[[ Data for analysis, beginning ]]

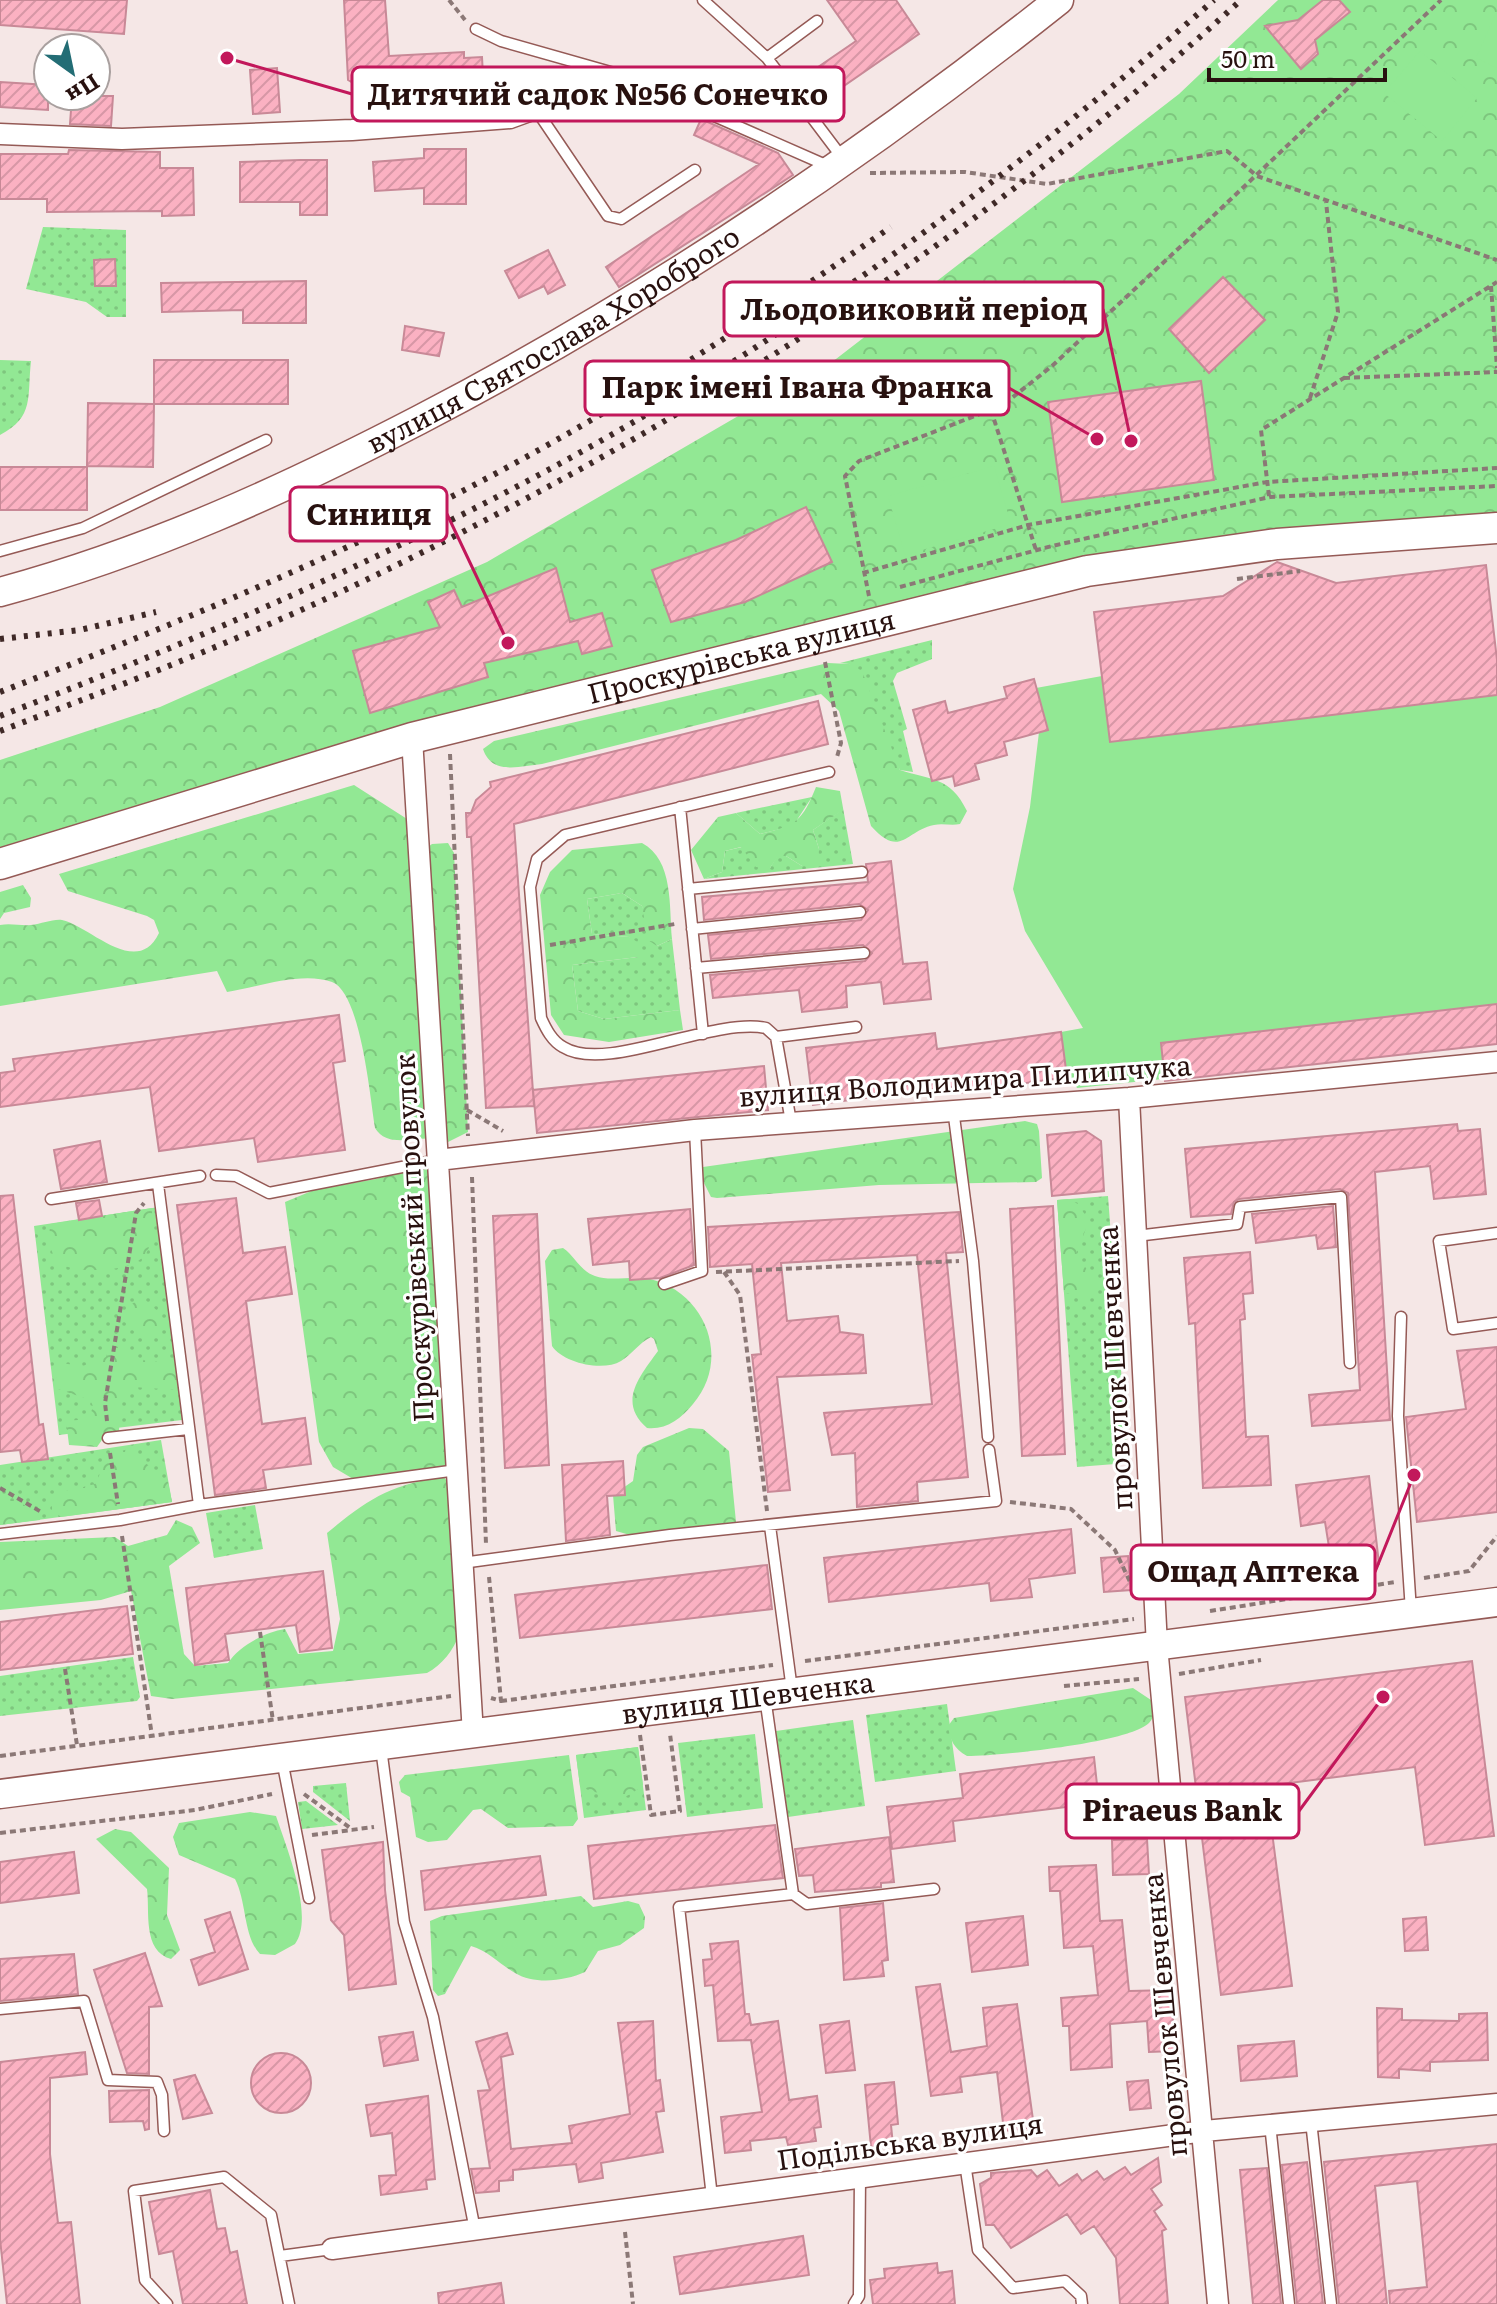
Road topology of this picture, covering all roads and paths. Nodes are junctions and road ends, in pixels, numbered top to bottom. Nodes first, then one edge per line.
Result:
1 (449, 0) edge
2 (703, 0) edge
3 (1059, 0) edge
4 (1441, 0) edge
5 (817, 21) dead end
6 (476, 29) joint
7 (767, 58) junction
8 (621, 75) junction
9 (601, 85) joint
10 (537, 111) junction
11 (0, 134) edge
12 (849, 167) junction
13 (695, 170) dead end
14 (1257, 176) junction
15 (1326, 202) junction
16 (1497, 260) edge
17 (1497, 282) edge
18 (1491, 286) junction
19 (1497, 370) edge
20 (1343, 378) junction
21 (1310, 399) junction
22 (991, 410) junction
23 (266, 440) dead end
24 (1497, 468) edge
25 (1267, 482) junction
26 (1270, 497) dead end
27 (1028, 525) junction
28 (1497, 528) edge
29 (1036, 550) dead end
30 (0, 551) edge
31 (1306, 571) dead end
32 (863, 573) junction
33 (1223, 580) dead end
34 (0, 592) edge
35 (869, 596) dead end
36 (835, 659) dead end
37 (825, 662) junction
38 (810, 665) dead end
39 (412, 738) junction
40 (450, 748) dead end
41 (829, 772) joint
42 (680, 807) junction
43 (0, 864) edge
44 (862, 872) dead end
45 (688, 889) junction
46 (860, 912) dead end
47 (692, 925) junction
48 (535, 947) junction
49 (864, 953) dead end
50 (696, 968) junction
51 (856, 1027) dead end
52 (703, 1034) junction
53 (776, 1037) junction
54 (1497, 1062) edge
55 (1129, 1098) junction
56 (953, 1109) junction
57 (467, 1110) junction
58 (791, 1122) junction
59 (695, 1130) junction
60 (514, 1137) dead end
61 (469, 1157) junction
62 (438, 1160) junction
63 (216, 1175) dead end
64 (200, 1176) dead end
65 (158, 1184) junction
66 (51, 1199) dead end
67 (1497, 1233) edge
68 (1136, 1236) junction
69 (973, 1261) junction
70 (702, 1271) junction
71 (724, 1272) junction
72 (664, 1284) dead end
73 (1401, 1317) dead end
74 (1497, 1323) edge
75 (1350, 1363) dead end
76 (188, 1429) junction
77 (988, 1437) dead end
78 (108, 1438) junction
79 (989, 1450) dead end
80 (457, 1470) junction
81 (0, 1488) edge
82 (996, 1501) junction
83 (199, 1505) junction
84 (120, 1520) junction
85 (770, 1526) junction
86 (66, 1527) junction
87 (0, 1534) edge
88 (1497, 1536) edge
89 (487, 1560) junction
90 (462, 1563) junction
91 (1408, 1580) junction
92 (1133, 1587) dead end
93 (1497, 1602) edge
94 (1199, 1612) dead end
95 (1411, 1613) junction
96 (1155, 1616) junction
97 (260, 1632) dead end
98 (1157, 1646) junction
99 (789, 1663) junction
100 (65, 1669) dead end
101 (470, 1694) junction
102 (779, 1694) junction
103 (501, 1701) junction
104 (273, 1721) junction
105 (669, 1728) dead end
106 (640, 1731) dead end
107 (473, 1734) junction
108 (152, 1736) junction
109 (77, 1745) junction
110 (381, 1746) junction
111 (0, 1756) edge
112 (282, 1758) junction
113 (0, 1794) edge
114 (290, 1795) junction
115 (388, 1825) junction
116 (353, 1830) junction
117 (298, 1837) junction
118 (934, 1889) dead end
119 (793, 1894) junction
120 (309, 1898) dead end
121 (0, 2009) edge
122 (1497, 2104) edge
123 (1311, 2121) junction
124 (1270, 2124) junction
125 (164, 2131) dead end
126 (1204, 2131) junction
127 (965, 2163) junction
128 (860, 2177) junction
129 (712, 2197) junction
130 (622, 2210) junction
131 (475, 2230) junction
132 (332, 2249) joint
133 (280, 2256) junction
134 (167, 2304) edge
135 (289, 2304) edge
136 (633, 2304) edge
137 (854, 2304) edge
138 (1082, 2304) edge
139 (1218, 2304) edge
140 (1289, 2304) edge
141 (1331, 2304) edge

1 - 6 path
2 - 7 lane
3 - 12 main road, вулиця Святослава Хороброго
4 - 14 path
5 - 7 lane
6 - 8 lane
7 - 12 lane
8 - 9 lane
8 - 12 lane
9 - 10 street
10 - 11 street
10 - 13 lane
12 - 14 path
12 - 34 main road, вулиця Святослава Хороброго
14 - 15 path
14 - 22 path
15 - 16 path
15 - 21 path
17 - 18 path
18 - 19 path
18 - 20 path
19 - 20 path
20 - 21 path
21 - 25 path
22 - 27 path
22 - 32 path
23 - 30 lane
24 - 25 path
25 - 26 path
25 - 27 path
27 - 29 path
27 - 32 path
28 - 39 main road, Проскурівська вулиця
31 - 33 path
32 - 35 path
36 - 37 path
37 - 38 path
37 - 41 path
39 - 43 main road, Проскурівська вулиця
39 - 62 street, Проскурівський провулок
40 - 57 path
41 - 42 lane
42 - 45 lane
42 - 48 lane
44 - 45 lane
45 - 47 lane
46 - 47 lane
47 - 48 path
47 - 50 lane
48 - 52 lane
49 - 50 lane
50 - 52 lane
51 - 53 lane
52 - 53 lane
53 - 58 lane
54 - 55 street, вулиця Володимира Пилипчука
55 - 56 street, вулиця Володимира Пилипчука
55 - 68 street, провулок Шевченка
56 - 58 street, вулиця Володимира Пилипчука
56 - 69 lane
57 - 60 path
57 - 61 path
58 - 59 street, вулиця Володимира Пилипчука
59 - 61 street, вулиця Володимира Пилипчука
59 - 70 lane
61 - 62 street, вулиця Володимира Пилипчука
61 - 89 path
62 - 63 lane
62 - 80 street, Проскурівський провулок
64 - 65 lane
65 - 66 lane
65 - 76 lane
65 - 78 path
67 - 74 lane
68 - 75 lane
68 - 96 street, провулок Шевченка
69 - 71 path
69 - 77 lane
70 - 71 path
70 - 72 lane
71 - 85 path
73 - 91 lane
76 - 78 lane
76 - 83 lane
78 - 84 path
79 - 82 lane
80 - 83 lane
80 - 90 street, Проскурівський провулок
81 - 86 path
82 - 85 lane
82 - 92 path
83 - 84 lane
84 - 86 lane
84 - 108 path
85 - 89 lane
85 - 99 lane
86 - 87 lane
88 - 91 path
89 - 90 lane
89 - 103 path
90 - 101 street, Проскурівський провулок
91 - 94 path
91 - 95 lane
93 - 95 main road, вулиця Шевченка
95 - 98 main road, вулиця Шевченка
96 - 98 street, провулок Шевченка
96 - 99 path
97 - 104 path
98 - 102 main road, вулиця Шевченка
98 - 126 street, провулок Шевченка
99 - 102 lane
99 - 103 path
100 - 109 path
101 - 103 path
101 - 104 path
101 - 107 street, Проскурівський провулок
102 - 107 main road, вулиця Шевченка
102 - 119 lane
104 - 108 path
105 - 106 path
107 - 110 main road, вулиця Шевченка
108 - 109 path
109 - 111 path
110 - 112 main road, вулиця Шевченка
110 - 115 lane
112 - 113 main road, вулиця Шевченка
112 - 114 lane
114 - 116 path
114 - 117 lane
115 - 116 path
115 - 131 lane
116 - 117 path
117 - 120 lane
118 - 119 lane
119 - 129 lane
121 - 125 lane
122 - 123 street, Подільська вулиця
123 - 124 street, Подільська вулиця
123 - 141 lane
124 - 126 street, Подільська вулиця
124 - 140 lane
126 - 127 street, Подільська вулиця
126 - 139 street, провулок Шевченка
127 - 128 street, Подільська вулиця
127 - 138 lane
128 - 129 street, Подільська вулиця
128 - 137 lane
129 - 130 street, Подільська вулиця
130 - 131 street, Подільська вулиця
130 - 136 path
131 - 132 street, Подільська вулиця
132 - 133 lane
133 - 134 lane
133 - 135 lane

[[ Data for analysis, end ]]

→ Your task
Filter the entries by the string "Проскурівський" and copy each matching line.

→ Answer to the exercise
39 - 62 street, Проскурівський провулок
62 - 80 street, Проскурівський провулок
80 - 90 street, Проскурівський провулок
90 - 101 street, Проскурівський провулок
101 - 107 street, Проскурівський провулок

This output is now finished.